__Task statement__. Please transcribe all of the records precisely.

__Exercise data__.
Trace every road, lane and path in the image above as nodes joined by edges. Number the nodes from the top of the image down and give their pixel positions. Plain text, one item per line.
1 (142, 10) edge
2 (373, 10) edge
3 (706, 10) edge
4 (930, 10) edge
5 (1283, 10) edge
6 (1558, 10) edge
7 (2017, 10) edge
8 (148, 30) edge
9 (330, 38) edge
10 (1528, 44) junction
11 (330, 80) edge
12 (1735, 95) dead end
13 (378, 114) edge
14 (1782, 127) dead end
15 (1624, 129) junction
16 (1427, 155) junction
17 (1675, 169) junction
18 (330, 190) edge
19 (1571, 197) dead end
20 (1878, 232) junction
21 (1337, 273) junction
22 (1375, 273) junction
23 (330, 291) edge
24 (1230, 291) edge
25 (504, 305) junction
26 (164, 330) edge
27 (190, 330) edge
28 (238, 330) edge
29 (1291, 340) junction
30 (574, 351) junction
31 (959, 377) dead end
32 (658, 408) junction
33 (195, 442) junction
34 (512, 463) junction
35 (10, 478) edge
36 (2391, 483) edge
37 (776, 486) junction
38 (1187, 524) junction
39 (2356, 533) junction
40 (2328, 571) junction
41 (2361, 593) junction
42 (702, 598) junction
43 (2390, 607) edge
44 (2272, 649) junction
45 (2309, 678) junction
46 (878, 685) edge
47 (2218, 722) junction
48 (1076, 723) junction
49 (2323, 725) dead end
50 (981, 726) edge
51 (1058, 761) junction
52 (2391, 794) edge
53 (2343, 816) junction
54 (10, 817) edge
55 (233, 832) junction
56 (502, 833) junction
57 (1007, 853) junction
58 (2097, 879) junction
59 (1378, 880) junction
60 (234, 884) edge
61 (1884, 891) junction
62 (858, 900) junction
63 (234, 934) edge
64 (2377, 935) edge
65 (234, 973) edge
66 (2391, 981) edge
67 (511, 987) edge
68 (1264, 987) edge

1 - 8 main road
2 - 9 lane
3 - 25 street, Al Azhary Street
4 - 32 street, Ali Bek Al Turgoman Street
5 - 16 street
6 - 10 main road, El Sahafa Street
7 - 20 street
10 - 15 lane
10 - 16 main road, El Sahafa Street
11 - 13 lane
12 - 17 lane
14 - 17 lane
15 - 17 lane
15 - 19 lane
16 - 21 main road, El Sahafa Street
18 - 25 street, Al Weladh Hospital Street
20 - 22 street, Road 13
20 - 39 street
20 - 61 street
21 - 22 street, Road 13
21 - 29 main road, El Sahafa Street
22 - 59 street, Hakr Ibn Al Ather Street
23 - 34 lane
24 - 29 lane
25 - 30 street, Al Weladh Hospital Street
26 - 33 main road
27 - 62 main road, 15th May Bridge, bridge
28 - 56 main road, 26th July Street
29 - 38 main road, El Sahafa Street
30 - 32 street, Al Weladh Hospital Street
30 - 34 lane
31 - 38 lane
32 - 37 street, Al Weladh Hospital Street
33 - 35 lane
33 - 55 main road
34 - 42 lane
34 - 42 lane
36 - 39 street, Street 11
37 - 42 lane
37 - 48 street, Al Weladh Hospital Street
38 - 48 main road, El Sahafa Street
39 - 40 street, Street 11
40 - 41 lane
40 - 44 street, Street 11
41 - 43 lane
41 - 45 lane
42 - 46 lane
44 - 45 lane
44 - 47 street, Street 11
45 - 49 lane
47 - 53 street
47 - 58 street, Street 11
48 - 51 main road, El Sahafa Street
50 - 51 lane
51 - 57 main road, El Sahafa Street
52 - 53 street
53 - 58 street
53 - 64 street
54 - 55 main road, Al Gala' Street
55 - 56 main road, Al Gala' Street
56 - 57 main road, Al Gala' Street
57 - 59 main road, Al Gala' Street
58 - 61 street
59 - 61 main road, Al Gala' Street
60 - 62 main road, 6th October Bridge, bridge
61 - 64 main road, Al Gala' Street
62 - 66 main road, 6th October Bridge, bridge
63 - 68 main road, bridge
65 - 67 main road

__Response to this exercise__.
Trace every road, lane and path in the image above as nodes joined by edges. Number the nodes from the top of the image down and give their pixel positions. Plain text, one item per line.
1 (142, 10) edge
2 (373, 10) edge
3 (706, 10) edge
4 (930, 10) edge
5 (1283, 10) edge
6 (1558, 10) edge
7 (2017, 10) edge
8 (148, 30) edge
9 (330, 38) edge
10 (1528, 44) junction
11 (330, 80) edge
12 (1735, 95) dead end
13 (378, 114) edge
14 (1782, 127) dead end
15 (1624, 129) junction
16 (1427, 155) junction
17 (1675, 169) junction
18 (330, 190) edge
19 (1571, 197) dead end
20 (1878, 232) junction
21 (1337, 273) junction
22 (1375, 273) junction
23 (330, 291) edge
24 (1230, 291) edge
25 (504, 305) junction
26 (164, 330) edge
27 (190, 330) edge
28 (238, 330) edge
29 (1291, 340) junction
30 (574, 351) junction
31 (959, 377) dead end
32 (658, 408) junction
33 (195, 442) junction
34 (512, 463) junction
35 (10, 478) edge
36 (2391, 483) edge
37 (776, 486) junction
38 (1187, 524) junction
39 (2356, 533) junction
40 (2328, 571) junction
41 (2361, 593) junction
42 (702, 598) junction
43 (2390, 607) edge
44 (2272, 649) junction
45 (2309, 678) junction
46 (878, 685) edge
47 (2218, 722) junction
48 (1076, 723) junction
49 (2323, 725) dead end
50 (981, 726) edge
51 (1058, 761) junction
52 (2391, 794) edge
53 (2343, 816) junction
54 (10, 817) edge
55 (233, 832) junction
56 (502, 833) junction
57 (1007, 853) junction
58 (2097, 879) junction
59 (1378, 880) junction
60 (234, 884) edge
61 (1884, 891) junction
62 (858, 900) junction
63 (234, 934) edge
64 (2377, 935) edge
65 (234, 973) edge
66 (2391, 981) edge
67 (511, 987) edge
68 (1264, 987) edge

1 - 8 main road
2 - 9 lane
3 - 25 street, Al Azhary Street
4 - 32 street, Ali Bek Al Turgoman Street
5 - 16 street
6 - 10 main road, El Sahafa Street
7 - 20 street
10 - 15 lane
10 - 16 main road, El Sahafa Street
11 - 13 lane
12 - 17 lane
14 - 17 lane
15 - 17 lane
15 - 19 lane
16 - 21 main road, El Sahafa Street
18 - 25 street, Al Weladh Hospital Street
20 - 22 street, Road 13
20 - 39 street
20 - 61 street
21 - 22 street, Road 13
21 - 29 main road, El Sahafa Street
22 - 59 street, Hakr Ibn Al Ather Street
23 - 34 lane
24 - 29 lane
25 - 30 street, Al Weladh Hospital Street
26 - 33 main road
27 - 62 main road, 15th May Bridge, bridge
28 - 56 main road, 26th July Street
29 - 38 main road, El Sahafa Street
30 - 32 street, Al Weladh Hospital Street
30 - 34 lane
31 - 38 lane
32 - 37 street, Al Weladh Hospital Street
33 - 35 lane
33 - 55 main road
34 - 42 lane
34 - 42 lane
36 - 39 street, Street 11
37 - 42 lane
37 - 48 street, Al Weladh Hospital Street
38 - 48 main road, El Sahafa Street
39 - 40 street, Street 11
40 - 41 lane
40 - 44 street, Street 11
41 - 43 lane
41 - 45 lane
42 - 46 lane
44 - 45 lane
44 - 47 street, Street 11
45 - 49 lane
47 - 53 street
47 - 58 street, Street 11
48 - 51 main road, El Sahafa Street
50 - 51 lane
51 - 57 main road, El Sahafa Street
52 - 53 street
53 - 58 street
53 - 64 street
54 - 55 main road, Al Gala' Street
55 - 56 main road, Al Gala' Street
56 - 57 main road, Al Gala' Street
57 - 59 main road, Al Gala' Street
58 - 61 street
59 - 61 main road, Al Gala' Street
60 - 62 main road, 6th October Bridge, bridge
61 - 64 main road, Al Gala' Street
62 - 66 main road, 6th October Bridge, bridge
63 - 68 main road, bridge
65 - 67 main road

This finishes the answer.